[TASK TO COMPLETE] Copy out each line of the material in which the word "Right" appears.

[DATA EXTRACT]
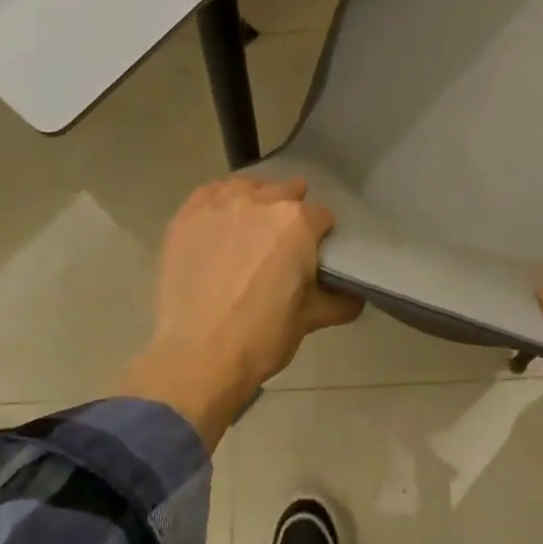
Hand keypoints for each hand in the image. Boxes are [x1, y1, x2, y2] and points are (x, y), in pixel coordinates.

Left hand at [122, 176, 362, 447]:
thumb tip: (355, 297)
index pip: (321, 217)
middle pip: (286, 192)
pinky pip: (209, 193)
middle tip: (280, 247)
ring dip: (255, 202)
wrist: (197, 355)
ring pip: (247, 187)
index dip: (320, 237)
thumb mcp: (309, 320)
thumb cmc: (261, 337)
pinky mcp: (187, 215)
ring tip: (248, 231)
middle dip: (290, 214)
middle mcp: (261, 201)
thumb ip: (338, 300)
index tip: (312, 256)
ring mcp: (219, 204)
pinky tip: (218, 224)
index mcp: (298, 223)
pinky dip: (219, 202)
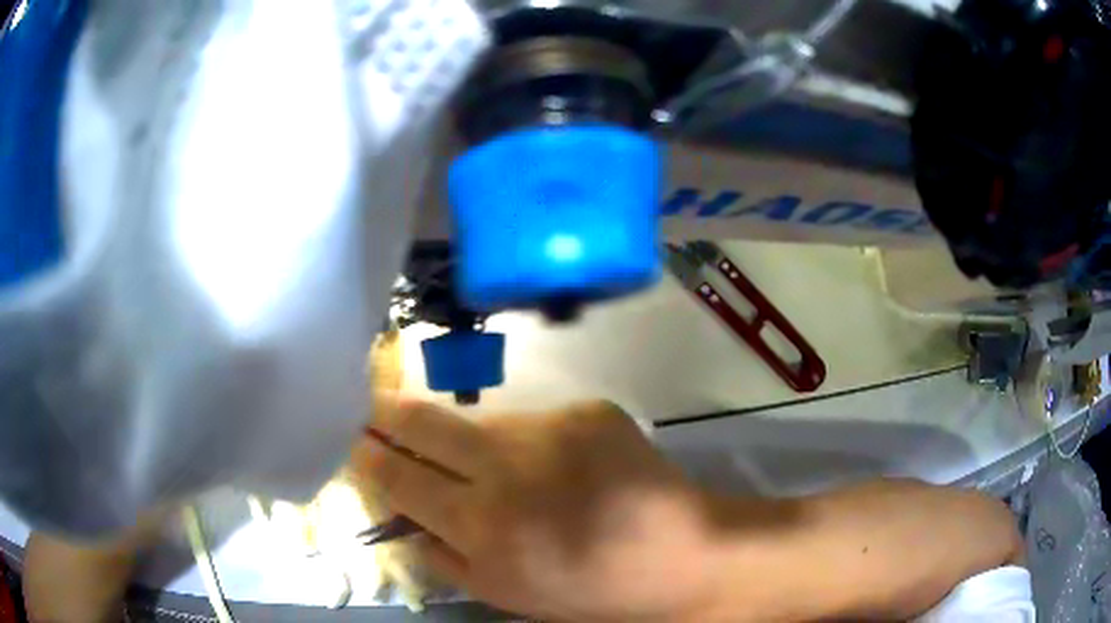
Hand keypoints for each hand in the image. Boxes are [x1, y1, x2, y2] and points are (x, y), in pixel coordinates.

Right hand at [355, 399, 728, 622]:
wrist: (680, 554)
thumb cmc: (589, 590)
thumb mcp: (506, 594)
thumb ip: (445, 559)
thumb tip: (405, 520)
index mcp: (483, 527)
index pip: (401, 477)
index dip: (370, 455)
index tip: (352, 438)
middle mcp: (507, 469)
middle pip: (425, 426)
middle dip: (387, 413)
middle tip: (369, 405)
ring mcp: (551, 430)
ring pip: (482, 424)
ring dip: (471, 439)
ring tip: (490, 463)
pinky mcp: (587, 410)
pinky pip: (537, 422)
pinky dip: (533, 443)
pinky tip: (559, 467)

* * *

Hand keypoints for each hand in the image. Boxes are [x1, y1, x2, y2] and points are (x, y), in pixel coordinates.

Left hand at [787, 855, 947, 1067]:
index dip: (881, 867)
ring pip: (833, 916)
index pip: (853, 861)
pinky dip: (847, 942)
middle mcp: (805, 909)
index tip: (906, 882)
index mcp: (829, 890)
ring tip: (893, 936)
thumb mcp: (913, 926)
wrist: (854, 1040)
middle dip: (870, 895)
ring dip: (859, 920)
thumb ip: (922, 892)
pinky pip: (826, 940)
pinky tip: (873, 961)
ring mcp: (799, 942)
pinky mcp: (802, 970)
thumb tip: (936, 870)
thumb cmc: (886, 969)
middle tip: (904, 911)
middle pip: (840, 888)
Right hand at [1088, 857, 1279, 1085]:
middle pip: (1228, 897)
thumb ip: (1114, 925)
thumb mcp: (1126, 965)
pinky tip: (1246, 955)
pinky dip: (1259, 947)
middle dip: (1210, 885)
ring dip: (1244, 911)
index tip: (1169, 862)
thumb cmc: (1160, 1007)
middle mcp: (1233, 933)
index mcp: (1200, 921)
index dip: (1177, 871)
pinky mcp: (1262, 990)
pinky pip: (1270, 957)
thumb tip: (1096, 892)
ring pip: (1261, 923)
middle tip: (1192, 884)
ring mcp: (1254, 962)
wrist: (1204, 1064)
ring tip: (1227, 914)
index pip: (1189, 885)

==

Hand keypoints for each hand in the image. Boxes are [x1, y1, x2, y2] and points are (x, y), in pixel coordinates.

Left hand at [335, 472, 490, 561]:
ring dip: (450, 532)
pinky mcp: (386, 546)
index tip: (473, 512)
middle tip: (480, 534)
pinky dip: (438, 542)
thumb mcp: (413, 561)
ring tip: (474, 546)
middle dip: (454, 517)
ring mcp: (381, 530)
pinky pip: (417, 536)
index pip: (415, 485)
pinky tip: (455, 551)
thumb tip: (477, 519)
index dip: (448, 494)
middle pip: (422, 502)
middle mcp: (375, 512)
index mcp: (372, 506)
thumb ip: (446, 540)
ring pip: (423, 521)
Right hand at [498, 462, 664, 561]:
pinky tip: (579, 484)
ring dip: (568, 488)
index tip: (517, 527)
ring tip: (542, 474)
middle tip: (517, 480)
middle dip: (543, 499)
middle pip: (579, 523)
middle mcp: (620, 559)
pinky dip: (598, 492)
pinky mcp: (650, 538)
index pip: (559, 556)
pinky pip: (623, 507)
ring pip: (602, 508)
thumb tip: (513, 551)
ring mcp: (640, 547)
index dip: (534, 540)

[ANSWER SPACE]
Right hand at [355, 399, 728, 622]:
Right hand at [1088, 857, 1279, 1085]:
Right hand at [498, 462, 664, 561]:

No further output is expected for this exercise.